→ EXERCISE: Two lines mark the range in the entries below: the one holding "middle pip: (648, 489)" and the one holding "pinky tip: (136, 199)". Set down those two and all lines between them, exactly.
----- ENTRIES PROVIDED -----
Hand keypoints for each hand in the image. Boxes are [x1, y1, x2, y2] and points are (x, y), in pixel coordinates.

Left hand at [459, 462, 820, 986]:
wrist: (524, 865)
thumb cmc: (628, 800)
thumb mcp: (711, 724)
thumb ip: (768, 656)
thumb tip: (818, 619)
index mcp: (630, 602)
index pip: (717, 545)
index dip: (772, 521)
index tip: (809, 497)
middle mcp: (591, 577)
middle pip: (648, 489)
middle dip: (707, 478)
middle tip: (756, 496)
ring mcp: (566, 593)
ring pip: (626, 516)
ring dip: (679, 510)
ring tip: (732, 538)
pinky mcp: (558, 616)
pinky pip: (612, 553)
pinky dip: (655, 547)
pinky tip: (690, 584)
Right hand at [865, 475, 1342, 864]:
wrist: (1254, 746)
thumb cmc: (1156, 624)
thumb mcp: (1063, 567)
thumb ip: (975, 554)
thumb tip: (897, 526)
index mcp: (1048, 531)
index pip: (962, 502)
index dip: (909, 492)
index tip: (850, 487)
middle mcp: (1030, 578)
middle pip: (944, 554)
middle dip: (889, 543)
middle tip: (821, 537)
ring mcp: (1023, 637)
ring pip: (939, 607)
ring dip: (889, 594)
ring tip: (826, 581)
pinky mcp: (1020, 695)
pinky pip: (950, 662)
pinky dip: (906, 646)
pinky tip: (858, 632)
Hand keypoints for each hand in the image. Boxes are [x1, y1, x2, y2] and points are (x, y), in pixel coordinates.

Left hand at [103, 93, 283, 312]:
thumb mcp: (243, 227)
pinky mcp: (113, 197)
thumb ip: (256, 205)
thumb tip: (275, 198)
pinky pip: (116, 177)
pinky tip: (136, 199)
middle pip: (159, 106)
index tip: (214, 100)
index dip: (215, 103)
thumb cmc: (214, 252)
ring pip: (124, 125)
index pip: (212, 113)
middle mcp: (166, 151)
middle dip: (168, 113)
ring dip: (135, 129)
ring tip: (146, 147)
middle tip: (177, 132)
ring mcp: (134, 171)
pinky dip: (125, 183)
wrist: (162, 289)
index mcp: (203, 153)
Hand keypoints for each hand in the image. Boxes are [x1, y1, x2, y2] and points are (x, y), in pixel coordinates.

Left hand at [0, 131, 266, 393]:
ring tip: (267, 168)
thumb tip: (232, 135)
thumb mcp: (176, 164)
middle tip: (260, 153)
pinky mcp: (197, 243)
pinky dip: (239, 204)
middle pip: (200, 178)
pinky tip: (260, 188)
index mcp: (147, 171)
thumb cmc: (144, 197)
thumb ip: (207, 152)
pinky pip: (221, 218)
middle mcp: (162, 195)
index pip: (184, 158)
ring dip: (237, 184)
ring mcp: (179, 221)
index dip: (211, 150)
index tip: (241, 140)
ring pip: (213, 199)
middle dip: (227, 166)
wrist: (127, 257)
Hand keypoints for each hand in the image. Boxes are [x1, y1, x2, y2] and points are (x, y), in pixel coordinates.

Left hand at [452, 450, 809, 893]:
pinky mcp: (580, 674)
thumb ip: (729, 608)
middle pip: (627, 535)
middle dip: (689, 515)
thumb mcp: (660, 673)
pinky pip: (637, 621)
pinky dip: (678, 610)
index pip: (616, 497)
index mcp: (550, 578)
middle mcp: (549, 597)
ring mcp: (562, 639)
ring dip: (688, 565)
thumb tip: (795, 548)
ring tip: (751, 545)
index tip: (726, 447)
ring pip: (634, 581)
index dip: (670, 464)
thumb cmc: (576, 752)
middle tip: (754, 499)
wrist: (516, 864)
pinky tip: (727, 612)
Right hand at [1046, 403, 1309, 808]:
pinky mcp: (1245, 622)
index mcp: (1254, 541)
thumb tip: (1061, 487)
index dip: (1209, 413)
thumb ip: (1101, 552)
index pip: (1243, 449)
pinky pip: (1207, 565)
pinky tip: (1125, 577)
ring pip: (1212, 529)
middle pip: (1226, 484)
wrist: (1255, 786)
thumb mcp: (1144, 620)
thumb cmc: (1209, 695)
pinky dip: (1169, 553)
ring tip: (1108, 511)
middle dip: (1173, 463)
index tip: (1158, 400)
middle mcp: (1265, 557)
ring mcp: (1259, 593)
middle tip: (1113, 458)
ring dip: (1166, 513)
-----
→ EXPECTED OUTPUT:
middle pip: (648, 489)
middle dip: (707, 478)
middle tip: (756, 496)
ring mcp: (566, 593)
ring pip: (626, 516)
ring dip: (679, 510)
ring tip: (732, 538)
pinky mcp: (558, 616)
pinky pip: (612, 553)
pinky dip: (655, 547)
pinky tip: (690, 584)
Right hand at [865, 475, 1342, 864]:
wrist: (1254, 746)
thumb cmc: (1156, 624)
thumb mcp: (1063, 567)
thumb ip: (975, 554)
thumb tip: (897, 526)
index mcp: (1048, 531)
index pip: (962, 502)
index dip: (909, 492)
index tip: (850, 487)
middle mcp: (1030, 578)
middle pip: (944, 554)
middle dip: (889, 543)
middle tip: (821, 537)
ring mcp: (1023, 637)
ring pip: (939, 607)
ring dip: (889, 594)
ring tip: (826, 581)
pinky mcp: (1020, 695)
pinky pip: (950, 662)
pinky dip: (906, 646)
pinky tip: (858, 632)
Hand keypoints for each hand in the image. Boxes are [x1, y1, x2, y2] and points are (x, y), in pixel coordinates.

Left hand at [103, 93, 283, 312]:
thumb mcp: (243, 227)
pinky mcp: (113, 197)
thumb ip: (256, 205)
thumb tip: (275, 198)
pinky pip: (116, 177)
pinky tip: (136, 199)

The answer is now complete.